Over the years of posting photos here of work in process at Art Festivals, you’ve asked about the set up I use to paint watercolors away from home. I try to keep my traveling watercolor kit small, and nimble. Here are some of my best lightweight art supplies.
At festivals, I usually use an easel to accommodate standing, face-to-face conversation with strolling visitors. If you don’t have an easel, don’t fret, because there are alternatives. I didn’t take an easel to France on either trip with workshopsinfrance.com, and it worked out beautifully with just a little preparation.

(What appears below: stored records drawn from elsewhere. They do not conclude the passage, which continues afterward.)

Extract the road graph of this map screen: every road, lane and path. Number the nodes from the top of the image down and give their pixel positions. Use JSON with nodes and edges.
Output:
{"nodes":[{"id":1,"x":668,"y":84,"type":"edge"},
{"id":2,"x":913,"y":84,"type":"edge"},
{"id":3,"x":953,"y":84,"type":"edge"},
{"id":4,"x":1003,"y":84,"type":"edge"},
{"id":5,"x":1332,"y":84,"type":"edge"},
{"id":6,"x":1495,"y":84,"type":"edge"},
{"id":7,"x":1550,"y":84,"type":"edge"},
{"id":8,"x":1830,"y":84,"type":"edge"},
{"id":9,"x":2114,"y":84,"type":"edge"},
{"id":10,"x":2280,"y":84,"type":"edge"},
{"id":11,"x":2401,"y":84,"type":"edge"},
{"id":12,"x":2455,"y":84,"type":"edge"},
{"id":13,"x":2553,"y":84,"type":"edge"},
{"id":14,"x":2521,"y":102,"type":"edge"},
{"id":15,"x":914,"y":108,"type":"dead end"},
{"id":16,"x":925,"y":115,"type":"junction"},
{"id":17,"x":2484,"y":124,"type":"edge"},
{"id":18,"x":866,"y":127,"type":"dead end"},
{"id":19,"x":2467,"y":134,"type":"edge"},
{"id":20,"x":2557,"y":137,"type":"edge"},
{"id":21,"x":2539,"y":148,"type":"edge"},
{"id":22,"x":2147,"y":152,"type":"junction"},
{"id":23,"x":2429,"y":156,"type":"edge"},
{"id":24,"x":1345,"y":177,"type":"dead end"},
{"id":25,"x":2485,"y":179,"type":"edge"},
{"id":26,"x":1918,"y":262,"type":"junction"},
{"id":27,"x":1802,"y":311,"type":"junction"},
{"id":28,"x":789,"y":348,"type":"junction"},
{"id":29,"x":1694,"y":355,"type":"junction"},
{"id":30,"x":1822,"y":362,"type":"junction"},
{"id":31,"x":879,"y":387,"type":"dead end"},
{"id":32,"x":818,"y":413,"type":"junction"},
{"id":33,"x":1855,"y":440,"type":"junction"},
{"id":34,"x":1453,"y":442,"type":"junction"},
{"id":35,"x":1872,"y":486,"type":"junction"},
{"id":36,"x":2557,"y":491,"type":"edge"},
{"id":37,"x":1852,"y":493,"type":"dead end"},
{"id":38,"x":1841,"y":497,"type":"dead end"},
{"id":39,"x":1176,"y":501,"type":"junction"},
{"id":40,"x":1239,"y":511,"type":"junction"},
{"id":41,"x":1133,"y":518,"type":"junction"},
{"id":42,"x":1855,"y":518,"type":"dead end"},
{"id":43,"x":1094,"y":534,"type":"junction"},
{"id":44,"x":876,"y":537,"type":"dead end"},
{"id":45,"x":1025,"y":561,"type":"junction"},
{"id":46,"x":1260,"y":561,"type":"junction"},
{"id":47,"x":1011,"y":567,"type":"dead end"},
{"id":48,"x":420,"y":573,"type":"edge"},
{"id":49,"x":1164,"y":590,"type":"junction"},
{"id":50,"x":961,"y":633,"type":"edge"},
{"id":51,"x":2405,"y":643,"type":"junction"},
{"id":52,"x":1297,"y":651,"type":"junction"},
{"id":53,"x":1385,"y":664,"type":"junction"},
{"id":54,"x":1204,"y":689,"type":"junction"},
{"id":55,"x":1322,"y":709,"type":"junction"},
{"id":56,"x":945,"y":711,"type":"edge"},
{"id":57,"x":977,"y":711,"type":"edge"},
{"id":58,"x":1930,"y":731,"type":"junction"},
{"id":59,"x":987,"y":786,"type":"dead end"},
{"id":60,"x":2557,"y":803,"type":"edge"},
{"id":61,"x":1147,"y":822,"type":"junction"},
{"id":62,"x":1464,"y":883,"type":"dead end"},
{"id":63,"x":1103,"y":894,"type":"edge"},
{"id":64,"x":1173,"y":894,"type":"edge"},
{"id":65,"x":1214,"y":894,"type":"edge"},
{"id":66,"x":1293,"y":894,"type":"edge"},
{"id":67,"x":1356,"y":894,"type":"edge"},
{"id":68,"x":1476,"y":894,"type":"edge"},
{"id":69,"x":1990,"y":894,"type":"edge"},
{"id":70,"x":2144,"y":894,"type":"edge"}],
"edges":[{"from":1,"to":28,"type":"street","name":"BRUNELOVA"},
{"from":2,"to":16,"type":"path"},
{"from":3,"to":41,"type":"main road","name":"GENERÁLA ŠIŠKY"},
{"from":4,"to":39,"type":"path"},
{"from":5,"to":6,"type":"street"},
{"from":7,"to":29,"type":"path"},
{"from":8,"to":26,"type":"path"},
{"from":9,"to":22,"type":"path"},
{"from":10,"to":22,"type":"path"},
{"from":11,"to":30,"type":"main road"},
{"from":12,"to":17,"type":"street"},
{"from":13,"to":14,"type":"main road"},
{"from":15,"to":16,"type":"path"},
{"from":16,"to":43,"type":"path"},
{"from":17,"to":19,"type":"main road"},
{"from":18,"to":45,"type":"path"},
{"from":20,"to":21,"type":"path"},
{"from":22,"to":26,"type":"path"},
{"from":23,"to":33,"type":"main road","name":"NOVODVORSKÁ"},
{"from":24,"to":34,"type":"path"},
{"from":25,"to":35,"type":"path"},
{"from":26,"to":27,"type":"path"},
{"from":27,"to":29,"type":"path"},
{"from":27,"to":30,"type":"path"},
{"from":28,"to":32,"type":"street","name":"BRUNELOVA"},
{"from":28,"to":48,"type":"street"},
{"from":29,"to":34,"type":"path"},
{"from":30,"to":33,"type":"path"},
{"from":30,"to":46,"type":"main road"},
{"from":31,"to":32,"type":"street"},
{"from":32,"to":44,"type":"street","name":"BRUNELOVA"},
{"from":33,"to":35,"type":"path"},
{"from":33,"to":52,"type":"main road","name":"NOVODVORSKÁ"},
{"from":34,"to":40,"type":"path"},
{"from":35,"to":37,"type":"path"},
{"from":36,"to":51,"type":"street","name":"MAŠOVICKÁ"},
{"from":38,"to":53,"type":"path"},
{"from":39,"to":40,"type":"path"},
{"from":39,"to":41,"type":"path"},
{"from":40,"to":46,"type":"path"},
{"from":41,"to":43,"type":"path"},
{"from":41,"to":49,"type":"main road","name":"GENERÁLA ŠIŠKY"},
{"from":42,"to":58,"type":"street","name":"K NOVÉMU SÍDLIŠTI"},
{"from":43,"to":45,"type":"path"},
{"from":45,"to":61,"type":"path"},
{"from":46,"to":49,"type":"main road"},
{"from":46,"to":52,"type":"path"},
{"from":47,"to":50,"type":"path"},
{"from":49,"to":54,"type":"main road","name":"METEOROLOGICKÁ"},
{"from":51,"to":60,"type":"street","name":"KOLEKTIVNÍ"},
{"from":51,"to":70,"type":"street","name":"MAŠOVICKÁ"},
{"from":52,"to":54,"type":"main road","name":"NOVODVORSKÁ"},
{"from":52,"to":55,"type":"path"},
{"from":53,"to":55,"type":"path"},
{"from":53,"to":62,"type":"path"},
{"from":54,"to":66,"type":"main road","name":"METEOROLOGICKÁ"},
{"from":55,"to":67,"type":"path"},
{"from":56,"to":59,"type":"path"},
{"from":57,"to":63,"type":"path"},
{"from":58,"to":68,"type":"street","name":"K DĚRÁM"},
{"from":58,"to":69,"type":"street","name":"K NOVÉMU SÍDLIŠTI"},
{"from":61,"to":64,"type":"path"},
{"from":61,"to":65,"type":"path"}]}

Traveling with Lightweight Art Supplies
There’s a lot of pluses to keeping your watercolor painting gear simple and lightweight. Traveling can feel chaotic, and the urge to see and experience everything that’s foreign and new can tangle our ability to focus.
Having to choose from too many art supply options on top of so much visual stimulation might prohibit making anything at all. Assembling a kit that’s lightweight, effective and ready to go at a moment’s notice is a good plan.
After you’ve selected your lightweight art supplies, take them outdoors to your own backyard, or meet a friend at a local park to sketch for an hour with a bag lunch. Get acquainted with your set up near home before you take it on a longer journey, and make notes on accoutrements to add or remove from your new kit. Watercolor travel supplies to consider are listed below…
Folding chair (optional)
Travelling Watercolor Palette
Watercolor Brushes (traveling style with caps are excellent)
Small Cup and a bottle of water
When you’re traveling, water is heavy, and studio style rinse cups are too big and bulky to stuff into luggage or a backpack. It’s easier to use a small cup with a tiny pour from your drinking water.
You don’t need more than about a half cup of rinse water with watercolors. My DIY cup hangs on the hinge-knob of my easel with a loop of light gage wire (you can see it swinging on my easel in the photos snapped at the San Diego Artwalk below and above).
There is also this nifty little guy on amazon (below) for table-top painting.
Paper towels or a cotton rag
Pencil and Eraser
Foam Core with watercolor paper taped down, under a newsprint flap
Watercolor Paper Options when Traveling
Cut sheets of watercolor paper to a size and format you’d like to work on. You can use masking tape to attach the watercolor paper to a small sheet of foam core, or stiff mat board.
This (above, right) is typical of what I bring on a plane, with watercolor sheets (arches hot press 140 lb) attached to both sides of the board, and a newsprint curtain to protect the watercolor paper’s surface from scratches or smudging in my carry-on bag. This way, I can paint on the plane to pass the time, or begin to sketch from reference photos I can add paint to later.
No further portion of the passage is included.